Софичка | страница 75



На следующий день, когда старый Хабуг лежал под яблоней, на Чегем обрушилась гроза. Могучие струи дождя забарабанили по широкой кроне яблони. Старика хотели перенести в дом, но он отказался. Дождевые капли, просачиваясь сквозь густую крону, иногда падали ему на лицо и на вывернутые, корявые от многолетних трудов руки.

Старик с удовольствием слушал, как дождь омывает стебли кукурузы, листья и плоды яблони, гроздья винограда, толстая лоза которого вилась по дереву. С жадной радостью шумели под дождем ореховые деревья. Дождь был нужен — кукуруза и фруктовые деревья добирали последние предосенние соки.

— Маш-аллах, благодать, — шептал старый Хабуг и слизывал с ладоней дождевые капли.

Многообразный грохот ливня на листьях деревьев, винограда, на стеблях кукурузы, на траве постепенно сменился спокойным, напыщенным шумом, словно природа, второпях утолив первые приступы жажды, уже ровными глотками вбирала в себя живительную влагу.

Следующий день выдался особенно жарким. Старый Хабуг стал тяжело дышать, словно упорно взбирался на неведомую гору. Он часто просил пить. Тали или Софичка подавали ему его любимый напиток — кислое молоко, смешанное со свежей родниковой водой. Старик поднимал свою голову, свое лицо со стремительным горбоносым профилем и быстро высасывал стакан, как всегда при жизни после тяжелой работы. И смерть была его последней тяжелой работой, с которой он с таким азартом, с такой радостью справлялся при жизни. Но не только работой смерти, но и работой жизни был занят его мозг.

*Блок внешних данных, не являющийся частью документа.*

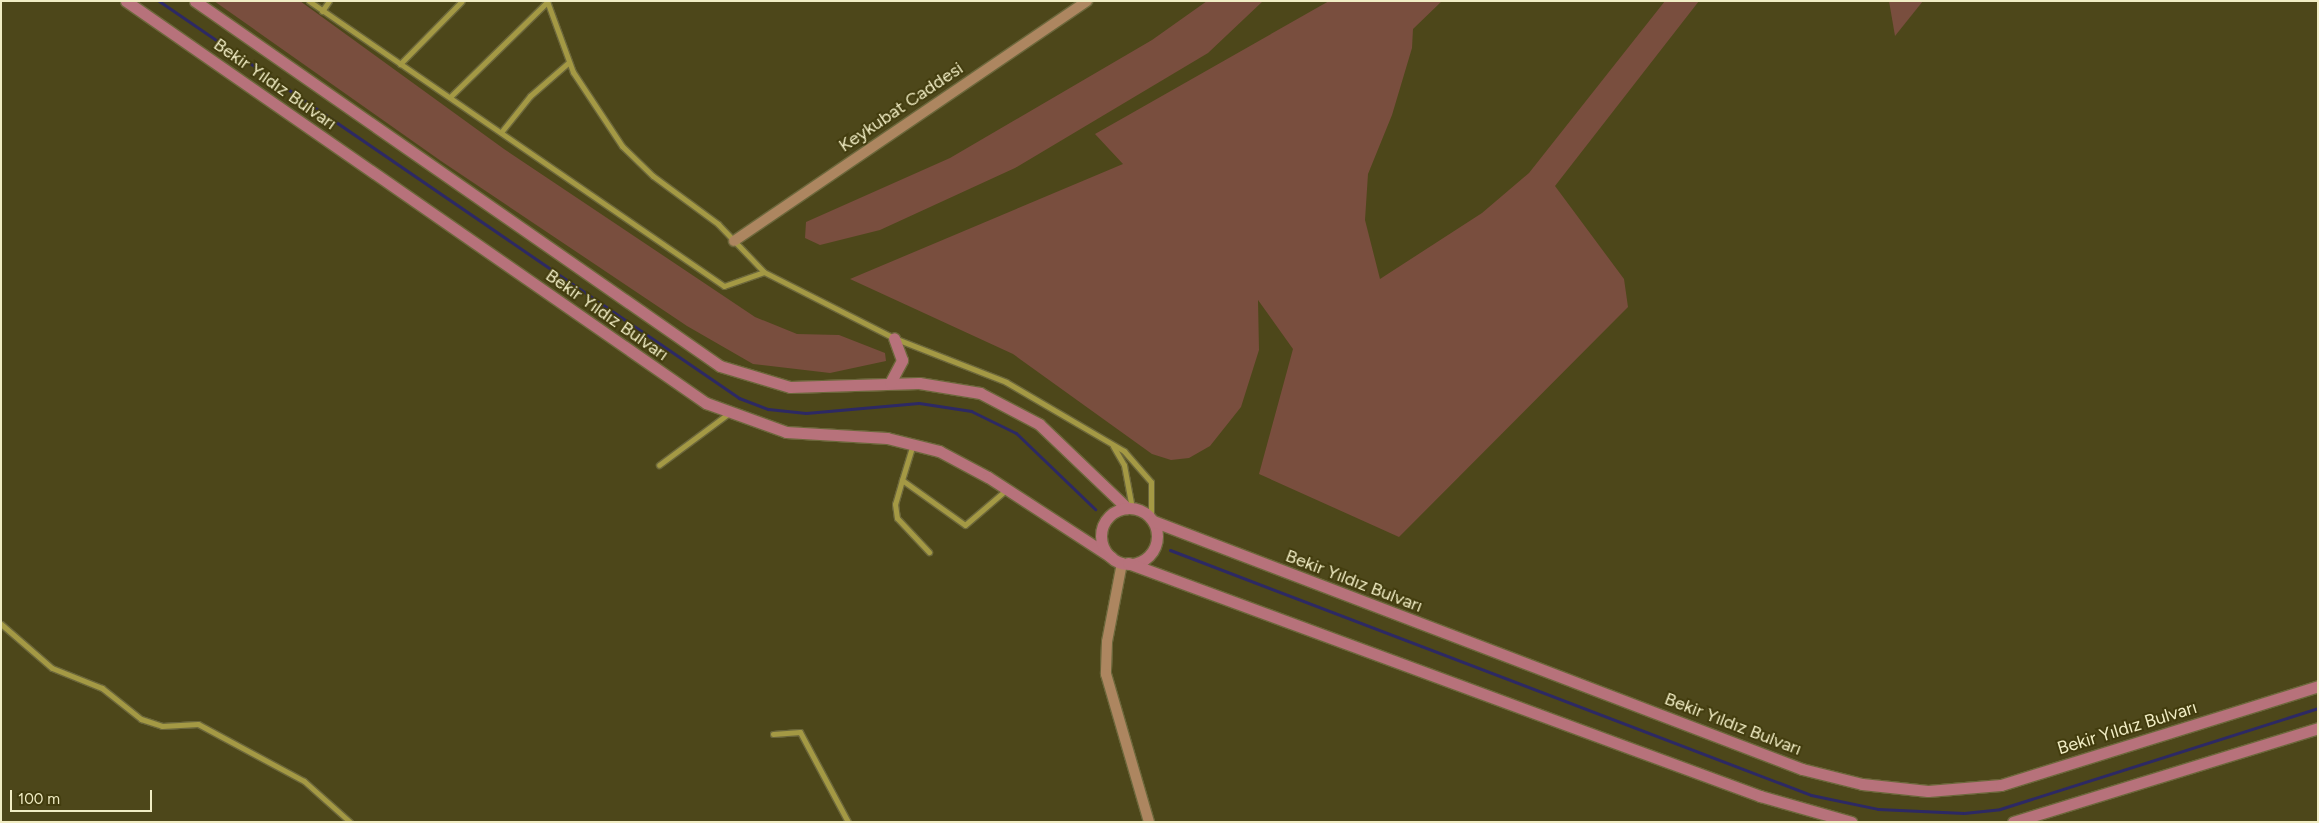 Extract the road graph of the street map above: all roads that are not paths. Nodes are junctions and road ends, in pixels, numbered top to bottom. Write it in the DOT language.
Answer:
graph roads {
  1 [pos="126,1"];
  2 [pos="194,1"];
  3 [pos="309,1"];
  4 [pos="329,1"];
  5 [pos="462,1"];
  6 [pos="1087,1"];
  7 [pos="547,2"];
  8 [pos="322,11"];
  9 [pos="568,63"];
  10 [pos="400,64"];
  11 [pos="450,96"];
  12 [pos="502,131"];
  13 [pos="734,240"];
  14 [pos="764,272"];
  15 [pos="894,338"];
  16 [pos="890,383"];
  17 [pos="728,414"];
  18 [pos="1109,442"];
  19 [pos="914,444"];
  20 [pos="659,465"];
  21 [pos="902,480"];
  22 [pos="1007,490"];
  23 [pos="1130,508"];
  24 [pos="1152,520"];
  25 [pos="929,552"];
  26 [pos="1111,557"];
  27 [pos="1125,563"];
  28 [pos="1,624"];
  29 [pos="2318,686"];
  30 [pos="2318,728"];
  31 [pos="773,734"];
  32 [pos="350,822"];
  33 [pos="848,822"];
  34 [pos="1149,822"];
  35 [pos="1851,822"];
  36 [pos="2013,822"];
  1 -- 17 [label="main road, Bekir Yıldız Bulvarı"];
  2 -- 16 [label="main road, Bekir Yıldız Bulvarı"];
  3 -- 8 [label="street"];
  4 -- 8 [label="street"];
  5 -- 10 [label="street"];
  6 -- 13 [label="street, Keykubat Caddesi"];
  7 -- 9 [label="street"];
  7 -- 11 [label="street"];
  8 -- 10 [label="street"];
  9 -- 12 [label="street"];
  9 -- 13 [label="street"];
  10 -- 11 [label="street"];
  11 -- 12 [label="street"];
  12 -- 14 [label="street"];
  13 -- 14 [label="street"];
  14 -- 15 [label="street"];
  15 -- 16 [label="main road"];
  15 -- 18 [label="street"];
  16 -- 23 [label="main road, Bekir Yıldız Bulvarı"];
  17 -- 19 [label="main road, Bekir Yıldız Bulvarı"];
  17 -- 20 [label="street"];
  18 -- 23 [label="street"];
  18 -- 24 [label="street"];
  19 -- 21 [label="street"];
  19 -- 22 [label="main road, Bekir Yıldız Bulvarı"];
  21 -- 22 [label="street"];
  21 -- 25 [label="street"];
  22 -- 26 [label="main road, Bekir Yıldız Bulvarı"];
  23 -- 24 [label="main road"];
  23 -- 26 [label="main road"];
  24 -- 27 [label="main road"];
  24 -- 29 [label="main road, Bekir Yıldız Bulvarı"];
  26 -- 27 [label="main road"];
  27 -- 34 [label="street"];
  27 -- 35 [label="main road"];
  28 -- 32 [label="street"];
  30 -- 36 [label="main road"];
  31 -- 33 [label="street"];
}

— Если Большеусый умрет, — вдруг внятно сказал он неизвестно кому, когда думали, что он уже в полном беспамятстве, — может быть, к чему-нибудь придем…

Это были его последние слова, которые можно было разобрать. Как и многие мощные натуры, он, умирая, выразил то, что больше всего беспокоило при жизни его душу.

И при виде этого маленького мертвого старика трудно было поверить, что он еще застал амхаджирство, насильственное переселение абхазцев в Турцию, бежал оттуда с юной женой, обосновался в Чегеме, неистовой работой заставил цвести и плодоносить эту дикую землю, развел неисчислимые стада коз и овец, насадил сотни фруктовых деревьев, оплел их сотнями виноградных лоз, хотя сам за всю жизнь не выпил и стакана вина, правда, мог съесть полкорзины свежего винограда, выдолбил целую флотилию ульев (мог вытянуть, даже не присев, увесистую кружку пахучего меда — любил мед), ездил всю жизнь на муле, презирал насмешки абхазцев, считавших мула недостойным верховой езды, а ему на муле было удобнее, презирал пьяниц и лентяев, даже презирал абреков, независимо от того, почему они ушли в лес, народил дюжину детей, и Большой Дом был полной чашей, где бесконечные гости, бежавшие от долинной лихорадки, целыми днями во дворе, в тени деревьев на шкурах животных, переплывали лето, изредка приподнимая задницу, чтобы не отстать от тени, и дочери сбивались с ног, готовя на этих бездельников, но все равно летом было столько молока, что его не успевали переработать в сыр, ведрами отдавали соседям, сливали собакам, а потом в коллективизацию потерял почти все, но не впал в уныние, потому что главного у него никто не мог отнять при жизни — его богатырской, его пьянящей радостью любви к труду. Вот что может один человек — как бы кричала вся его жизнь, но услышать ее никто уже не мог и не хотел.